» Exercise brief:
All lines in the entries below that hold "main" make up the answer.
⟨
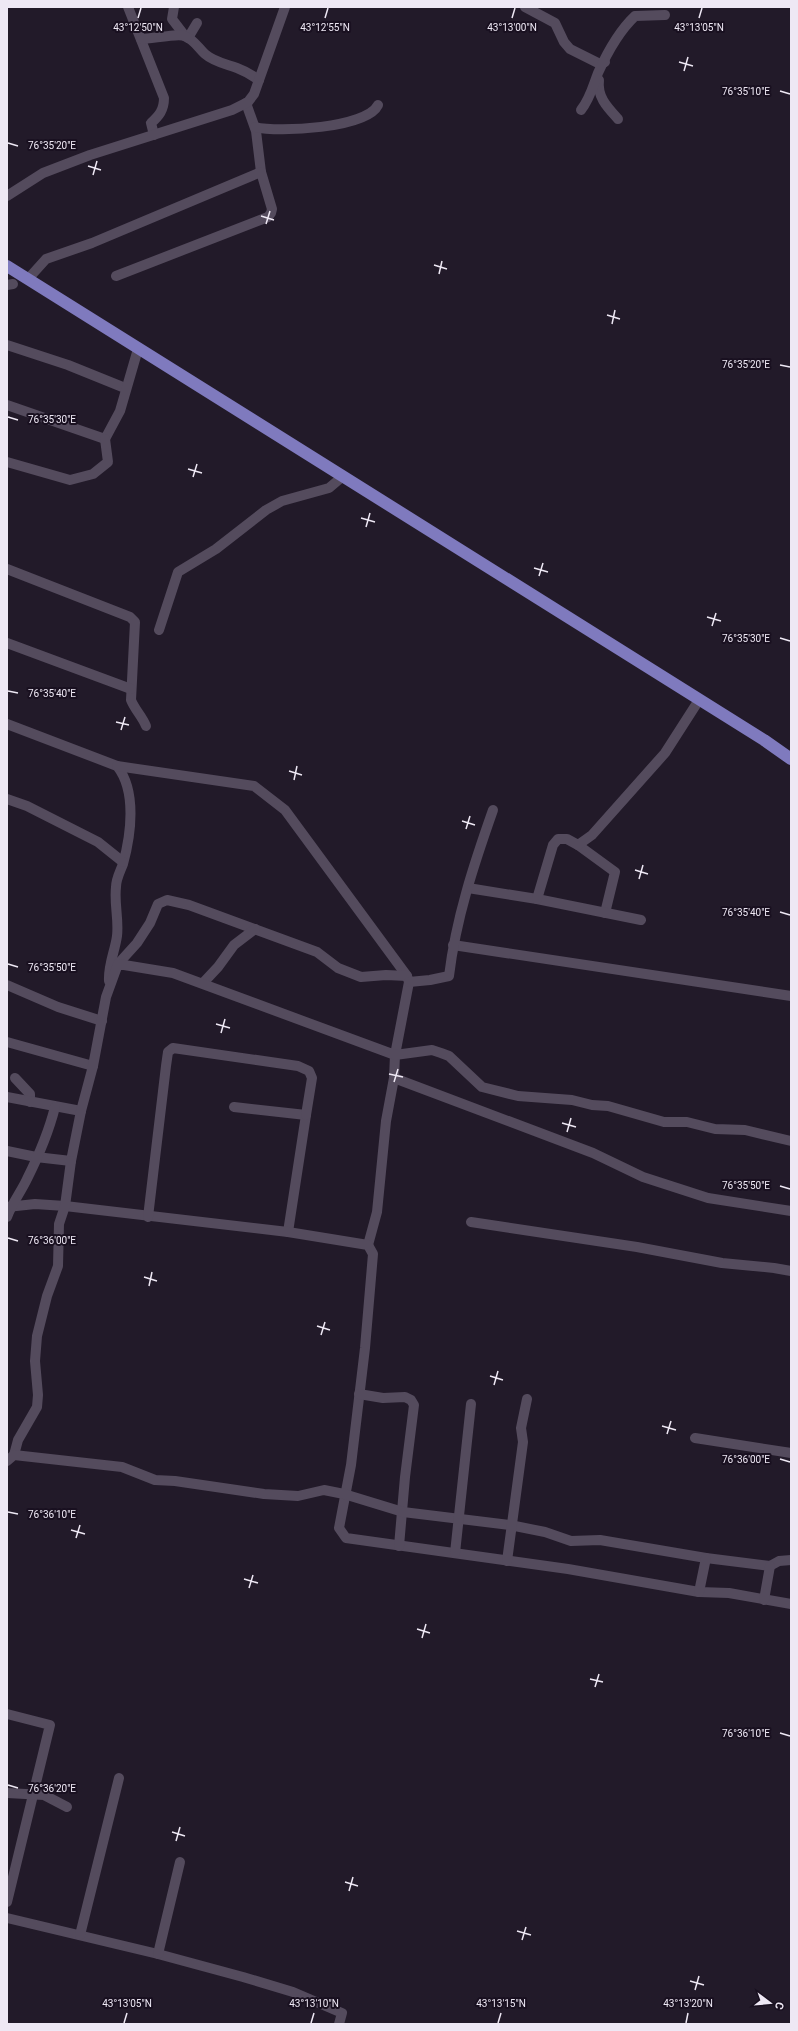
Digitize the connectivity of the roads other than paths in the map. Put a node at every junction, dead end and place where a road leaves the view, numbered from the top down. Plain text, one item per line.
1 (128, 7) edge
2 (174, 7) edge
3 (284, 7) edge
4 (525, 7) edge
5 (665, 15) dead end
6 (197, 23) dead end
7 (186, 37) junction
8 (141, 39) junction
9 (603, 64) junction
10 (259, 80) junction
11 (246, 103) junction
12 (378, 105) dead end
13 (581, 110) dead end
14 (618, 119) dead end
15 (255, 127) junction
16 (154, 135) junction
17 (261, 172) junction
18 (7, 196) edge
19 (7, 266) edge
20 (116, 276) dead end
21 (28, 279) junction
22 (7, 345) edge
23 (138, 349) junction
24 (125, 388) junction
25 (7, 405) edge
26 (105, 439) junction
27 (7, 462) edge
28 (342, 477) junction
29 (7, 569) edge
30 (159, 630) dead end
31 (7, 643) edge
32 (130, 689) junction
33 (699, 700) junction
34 (7, 724) edge
35 (146, 726) dead end
36 (791, 759) edge
37 (117, 766) junction
38 (7, 799) edge
39 (493, 810) dead end
40 (578, 845) junction
41 (123, 862) junction
42 (468, 888) junction
43 (537, 899) junction
44 (605, 913) junction
45 (641, 920) dead end
46 (255, 929) junction
47 (453, 945) junction
48 (118, 964) junction
49 (408, 979) junction
50 (203, 983) junction
51 (7, 985) edge
52 (110, 988) junction
53 (791, 996) edge
54 (102, 1022) junction
55 (7, 1042) edge
56 (395, 1055) junction
57 (93, 1066) junction
58 (15, 1078) dead end
59 (394, 1078) junction
60 (7, 1097) edge
61 (30, 1102) junction
62 (55, 1107) junction
63 (234, 1107) dead end
64 (81, 1111) junction
65 (306, 1115) junction
66 (791, 1141) edge
67 (7, 1151) edge
68 (36, 1157) junction
69 (71, 1161) junction
70 (65, 1206) junction
71 (8, 1210) edge
72 (791, 1211) edge
73 (148, 1217) junction
74 (470, 1222) dead end
75 (288, 1232) junction
76 (368, 1246) junction
77 (791, 1271) edge
78 (359, 1394) junction
79 (527, 1399) dead end
80 (471, 1404) dead end
81 (695, 1438) dead end
82 (791, 1453) edge
83 (10, 1458) edge
84 (344, 1494) junction
85 (403, 1512) junction
86 (458, 1519) junction
87 (510, 1525) junction
88 (399, 1546) junction
89 (455, 1553) junction
90 (706, 1558) junction
91 (791, 1560) edge
92 (507, 1561) junction
93 (770, 1566) junction
94 (699, 1592) junction
95 (764, 1600) junction
96 (791, 1604) edge
97 (7, 1714) edge
98 (119, 1778) dead end
99 (7, 1793) edge
100 (32, 1795) junction
101 (66, 1807) dead end
102 (180, 1862) dead end
103 (7, 1902) edge
104 (7, 1918) edge
105 (80, 1935) junction
106 (158, 1954) junction
107 (339, 2024) edge

1 - 8 street
2 - 7 street
3 - 10 street
4 - 9 street
5 - 9 street
6 - 7 street
7 - 8 street
7 - 10 street
8 - 16 street
9 - 13 street
9 - 14 street
10 - 11 street
11 - 15 street
11 - 16 street
12 - 15 street
15 - 17 street
16 - 18 street
17 - 20 street
17 - 21 street
19 - 21 main road
21 - 23 main road
22 - 24 street
23 - 24 street
23 - 28 main road
24 - 26 street
25 - 26 street
26 - 27 street
28 - 30 street
28 - 33 main road
29 - 32 street
31 - 32 street
32 - 35 street
33 - 36 main road
33 - 40 street
34 - 37 street
37 - 41 street
37 - 49 street
38 - 41 street
39 - 42 street
40 - 43 street
40 - 44 street
41 - 52 street
42 - 43 street
42 - 47 street
43 - 44 street
44 - 45 street
46 - 48 street
46 - 49 street
46 - 50 street
47 - 49 street
47 - 53 street
48 - 50 street
48 - 52 street
49 - 56 street
50 - 56 street
51 - 54 street
52 - 54 street
54 - 57 street
55 - 57 street
56 - 59 street
56 - 66 street
57 - 64 street
58 - 61 street
59 - 72 street
59 - 76 street
60 - 61 street
61 - 62 street
62 - 64 street
62 - 68 street
63 - 65 street
64 - 69 street
65 - 73 street
65 - 75 street
67 - 68 street
68 - 69 street
68 - 71 street
69 - 70 street
70 - 71 street
70 - 73 street
70 - 83 street
73 - 75 street
74 - 77 street
75 - 76 street
76 - 78 street
78 - 84 street
78 - 85 street
79 - 87 street
80 - 86 street
81 - 82 street
83 - 84 street
84 - 85 street
84 - 88 street
85 - 86 street
85 - 88 street
86 - 87 street
86 - 89 street
87 - 90 street
87 - 92 street
88 - 89 street
89 - 92 street
90 - 93 street
90 - 94 street
91 - 93 street
92 - 94 street
93 - 95 street
94 - 95 street
95 - 96 street
97 - 100 street
98 - 105 street
99 - 100 street
100 - 101 street
100 - 103 street
102 - 106 street
104 - 105 street
105 - 106 street
106 - 107 street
⟩
» Expected answer:
19 - 21 main road
21 - 23 main road
23 - 28 main road
28 - 33 main road
33 - 36 main road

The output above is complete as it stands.